<<<<
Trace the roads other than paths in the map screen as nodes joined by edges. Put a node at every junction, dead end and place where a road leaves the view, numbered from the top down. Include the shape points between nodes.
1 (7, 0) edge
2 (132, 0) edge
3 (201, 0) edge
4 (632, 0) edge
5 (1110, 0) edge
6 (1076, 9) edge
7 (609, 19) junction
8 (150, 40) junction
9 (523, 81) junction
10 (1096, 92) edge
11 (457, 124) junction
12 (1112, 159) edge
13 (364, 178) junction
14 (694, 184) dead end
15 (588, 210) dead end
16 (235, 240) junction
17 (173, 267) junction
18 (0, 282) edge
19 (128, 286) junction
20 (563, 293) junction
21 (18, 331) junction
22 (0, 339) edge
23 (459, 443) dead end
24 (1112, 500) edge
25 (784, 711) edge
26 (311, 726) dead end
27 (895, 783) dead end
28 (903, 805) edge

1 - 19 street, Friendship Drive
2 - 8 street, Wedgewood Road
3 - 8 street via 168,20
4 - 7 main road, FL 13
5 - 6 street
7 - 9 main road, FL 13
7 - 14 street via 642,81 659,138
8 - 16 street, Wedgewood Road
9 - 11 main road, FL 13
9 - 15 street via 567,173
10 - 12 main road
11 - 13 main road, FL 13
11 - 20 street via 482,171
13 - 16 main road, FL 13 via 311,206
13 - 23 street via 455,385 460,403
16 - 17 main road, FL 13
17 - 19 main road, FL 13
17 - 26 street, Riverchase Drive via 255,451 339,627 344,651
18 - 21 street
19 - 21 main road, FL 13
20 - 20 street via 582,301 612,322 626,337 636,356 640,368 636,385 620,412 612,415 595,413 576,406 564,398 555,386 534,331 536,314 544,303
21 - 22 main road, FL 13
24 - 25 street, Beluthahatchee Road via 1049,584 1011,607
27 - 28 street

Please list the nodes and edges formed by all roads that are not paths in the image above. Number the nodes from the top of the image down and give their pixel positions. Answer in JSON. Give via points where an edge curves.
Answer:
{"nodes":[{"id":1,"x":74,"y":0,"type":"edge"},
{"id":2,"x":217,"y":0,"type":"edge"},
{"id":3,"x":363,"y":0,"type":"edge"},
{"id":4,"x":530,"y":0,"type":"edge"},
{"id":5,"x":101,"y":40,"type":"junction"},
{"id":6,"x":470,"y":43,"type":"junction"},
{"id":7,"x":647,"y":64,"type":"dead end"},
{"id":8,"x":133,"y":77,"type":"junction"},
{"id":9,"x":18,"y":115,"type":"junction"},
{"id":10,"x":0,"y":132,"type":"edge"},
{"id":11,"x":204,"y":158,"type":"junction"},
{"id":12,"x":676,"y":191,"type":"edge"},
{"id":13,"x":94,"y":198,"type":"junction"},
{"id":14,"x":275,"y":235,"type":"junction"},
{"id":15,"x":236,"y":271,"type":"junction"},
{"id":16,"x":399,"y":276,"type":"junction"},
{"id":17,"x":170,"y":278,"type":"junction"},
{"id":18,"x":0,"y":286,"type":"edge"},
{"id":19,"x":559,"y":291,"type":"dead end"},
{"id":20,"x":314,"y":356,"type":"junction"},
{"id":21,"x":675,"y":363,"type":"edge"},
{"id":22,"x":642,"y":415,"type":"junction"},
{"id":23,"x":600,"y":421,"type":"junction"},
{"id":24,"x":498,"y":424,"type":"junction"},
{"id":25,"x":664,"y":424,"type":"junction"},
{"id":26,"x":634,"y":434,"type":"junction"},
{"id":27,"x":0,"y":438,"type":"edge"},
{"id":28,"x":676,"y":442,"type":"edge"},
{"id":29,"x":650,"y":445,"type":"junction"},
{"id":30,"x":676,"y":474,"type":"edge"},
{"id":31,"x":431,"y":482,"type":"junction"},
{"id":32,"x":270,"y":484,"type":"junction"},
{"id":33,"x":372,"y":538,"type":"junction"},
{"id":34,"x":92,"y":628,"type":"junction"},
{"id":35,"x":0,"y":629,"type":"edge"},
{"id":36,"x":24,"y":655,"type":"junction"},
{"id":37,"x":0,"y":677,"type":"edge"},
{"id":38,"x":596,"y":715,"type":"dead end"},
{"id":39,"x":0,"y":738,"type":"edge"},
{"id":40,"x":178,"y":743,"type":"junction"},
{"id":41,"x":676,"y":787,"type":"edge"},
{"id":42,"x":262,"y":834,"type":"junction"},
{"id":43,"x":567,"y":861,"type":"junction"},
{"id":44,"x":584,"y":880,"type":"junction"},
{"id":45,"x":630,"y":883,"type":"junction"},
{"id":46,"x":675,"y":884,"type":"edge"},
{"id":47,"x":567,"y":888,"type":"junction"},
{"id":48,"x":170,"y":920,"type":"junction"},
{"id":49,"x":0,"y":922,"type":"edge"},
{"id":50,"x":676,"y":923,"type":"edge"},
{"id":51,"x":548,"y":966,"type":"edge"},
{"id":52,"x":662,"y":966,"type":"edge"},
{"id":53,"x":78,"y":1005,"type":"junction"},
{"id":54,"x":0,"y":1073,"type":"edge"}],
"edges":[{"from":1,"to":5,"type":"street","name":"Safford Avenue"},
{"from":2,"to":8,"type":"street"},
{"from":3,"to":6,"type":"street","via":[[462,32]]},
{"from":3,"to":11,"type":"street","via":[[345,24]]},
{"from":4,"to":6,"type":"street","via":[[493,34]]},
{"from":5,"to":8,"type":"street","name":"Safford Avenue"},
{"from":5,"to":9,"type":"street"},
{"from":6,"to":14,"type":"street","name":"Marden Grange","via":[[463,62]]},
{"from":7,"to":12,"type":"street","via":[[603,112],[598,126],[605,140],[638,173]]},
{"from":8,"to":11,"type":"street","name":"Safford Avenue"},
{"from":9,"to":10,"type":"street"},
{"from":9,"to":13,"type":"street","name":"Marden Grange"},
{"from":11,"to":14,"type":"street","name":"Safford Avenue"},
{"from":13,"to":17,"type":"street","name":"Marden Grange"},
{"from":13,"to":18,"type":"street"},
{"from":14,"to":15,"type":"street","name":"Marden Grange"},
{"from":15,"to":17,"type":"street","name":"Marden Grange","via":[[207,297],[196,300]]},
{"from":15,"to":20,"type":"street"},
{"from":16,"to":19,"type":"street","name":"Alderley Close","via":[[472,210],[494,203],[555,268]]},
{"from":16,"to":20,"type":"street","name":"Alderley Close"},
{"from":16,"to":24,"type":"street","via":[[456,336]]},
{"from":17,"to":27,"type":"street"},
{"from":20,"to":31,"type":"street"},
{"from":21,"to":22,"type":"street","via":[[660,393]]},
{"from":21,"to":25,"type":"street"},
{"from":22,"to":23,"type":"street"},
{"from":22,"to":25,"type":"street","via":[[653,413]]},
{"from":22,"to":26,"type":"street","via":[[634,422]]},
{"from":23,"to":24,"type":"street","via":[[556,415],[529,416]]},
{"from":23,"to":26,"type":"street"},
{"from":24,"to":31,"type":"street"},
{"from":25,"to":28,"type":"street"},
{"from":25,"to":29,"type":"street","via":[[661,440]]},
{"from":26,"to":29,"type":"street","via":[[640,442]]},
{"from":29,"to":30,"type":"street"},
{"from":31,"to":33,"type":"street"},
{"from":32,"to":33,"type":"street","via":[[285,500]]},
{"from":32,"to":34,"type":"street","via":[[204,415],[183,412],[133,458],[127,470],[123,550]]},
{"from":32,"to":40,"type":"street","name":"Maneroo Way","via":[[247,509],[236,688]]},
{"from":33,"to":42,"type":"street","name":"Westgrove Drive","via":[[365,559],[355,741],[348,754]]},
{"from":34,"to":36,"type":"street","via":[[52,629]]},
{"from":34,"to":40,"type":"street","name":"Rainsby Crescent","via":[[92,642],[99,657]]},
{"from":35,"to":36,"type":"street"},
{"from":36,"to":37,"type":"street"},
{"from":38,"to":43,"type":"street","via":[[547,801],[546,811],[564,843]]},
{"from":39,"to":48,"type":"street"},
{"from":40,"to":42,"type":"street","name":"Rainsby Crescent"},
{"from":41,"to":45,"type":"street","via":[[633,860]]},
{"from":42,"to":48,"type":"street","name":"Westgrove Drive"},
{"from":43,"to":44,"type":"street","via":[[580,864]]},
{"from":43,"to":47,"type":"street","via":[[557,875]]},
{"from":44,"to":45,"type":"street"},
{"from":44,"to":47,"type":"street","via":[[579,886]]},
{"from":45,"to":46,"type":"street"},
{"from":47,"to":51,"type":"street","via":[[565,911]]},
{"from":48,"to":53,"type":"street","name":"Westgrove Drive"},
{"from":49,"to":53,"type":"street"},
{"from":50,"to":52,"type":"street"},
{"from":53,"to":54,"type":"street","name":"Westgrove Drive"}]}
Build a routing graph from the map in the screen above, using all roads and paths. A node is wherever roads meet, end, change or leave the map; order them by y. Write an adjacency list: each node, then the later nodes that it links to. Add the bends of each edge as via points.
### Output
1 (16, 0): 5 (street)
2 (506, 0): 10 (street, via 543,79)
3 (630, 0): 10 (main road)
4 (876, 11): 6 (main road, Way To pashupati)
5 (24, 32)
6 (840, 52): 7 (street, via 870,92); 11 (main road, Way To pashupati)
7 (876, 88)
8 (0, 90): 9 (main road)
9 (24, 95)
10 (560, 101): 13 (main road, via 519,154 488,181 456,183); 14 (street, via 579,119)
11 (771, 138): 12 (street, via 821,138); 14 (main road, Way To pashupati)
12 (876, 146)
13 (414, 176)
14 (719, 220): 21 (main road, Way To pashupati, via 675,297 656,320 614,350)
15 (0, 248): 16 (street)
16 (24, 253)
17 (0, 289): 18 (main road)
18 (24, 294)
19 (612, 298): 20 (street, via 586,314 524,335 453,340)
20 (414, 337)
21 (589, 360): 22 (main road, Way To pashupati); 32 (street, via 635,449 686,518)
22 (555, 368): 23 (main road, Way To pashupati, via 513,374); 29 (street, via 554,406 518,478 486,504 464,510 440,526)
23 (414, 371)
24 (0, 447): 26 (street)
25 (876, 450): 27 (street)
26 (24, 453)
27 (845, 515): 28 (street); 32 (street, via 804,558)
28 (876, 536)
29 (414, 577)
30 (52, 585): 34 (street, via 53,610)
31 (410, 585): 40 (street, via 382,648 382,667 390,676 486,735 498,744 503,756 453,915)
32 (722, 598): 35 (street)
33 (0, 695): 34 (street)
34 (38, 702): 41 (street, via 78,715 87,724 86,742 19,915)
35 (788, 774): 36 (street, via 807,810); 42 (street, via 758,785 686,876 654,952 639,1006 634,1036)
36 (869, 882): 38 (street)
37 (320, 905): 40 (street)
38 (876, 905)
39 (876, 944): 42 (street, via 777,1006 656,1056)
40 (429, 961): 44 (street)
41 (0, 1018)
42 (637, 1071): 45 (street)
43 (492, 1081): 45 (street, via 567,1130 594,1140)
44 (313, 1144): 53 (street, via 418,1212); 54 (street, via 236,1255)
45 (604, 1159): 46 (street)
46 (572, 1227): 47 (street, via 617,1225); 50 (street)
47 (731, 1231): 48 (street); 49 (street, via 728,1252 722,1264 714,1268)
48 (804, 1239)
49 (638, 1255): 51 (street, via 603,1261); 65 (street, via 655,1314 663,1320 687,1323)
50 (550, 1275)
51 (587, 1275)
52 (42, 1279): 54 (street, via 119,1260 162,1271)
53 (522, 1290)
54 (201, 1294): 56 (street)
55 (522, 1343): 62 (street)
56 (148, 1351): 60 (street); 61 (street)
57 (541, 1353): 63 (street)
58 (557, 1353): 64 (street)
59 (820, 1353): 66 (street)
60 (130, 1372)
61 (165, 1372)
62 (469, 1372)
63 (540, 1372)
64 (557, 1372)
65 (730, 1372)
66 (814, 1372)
>>>>
■ What this task involves
Reproduce each line of the data containing the word "Avenue".

■ Response
"edges":[{"from":1,"to":5,"type":"street","name":"Safford Avenue"},
{"from":5,"to":8,"type":"street","name":"Safford Avenue"},
{"from":8,"to":11,"type":"street","name":"Safford Avenue"},
{"from":11,"to":14,"type":"street","name":"Safford Avenue"},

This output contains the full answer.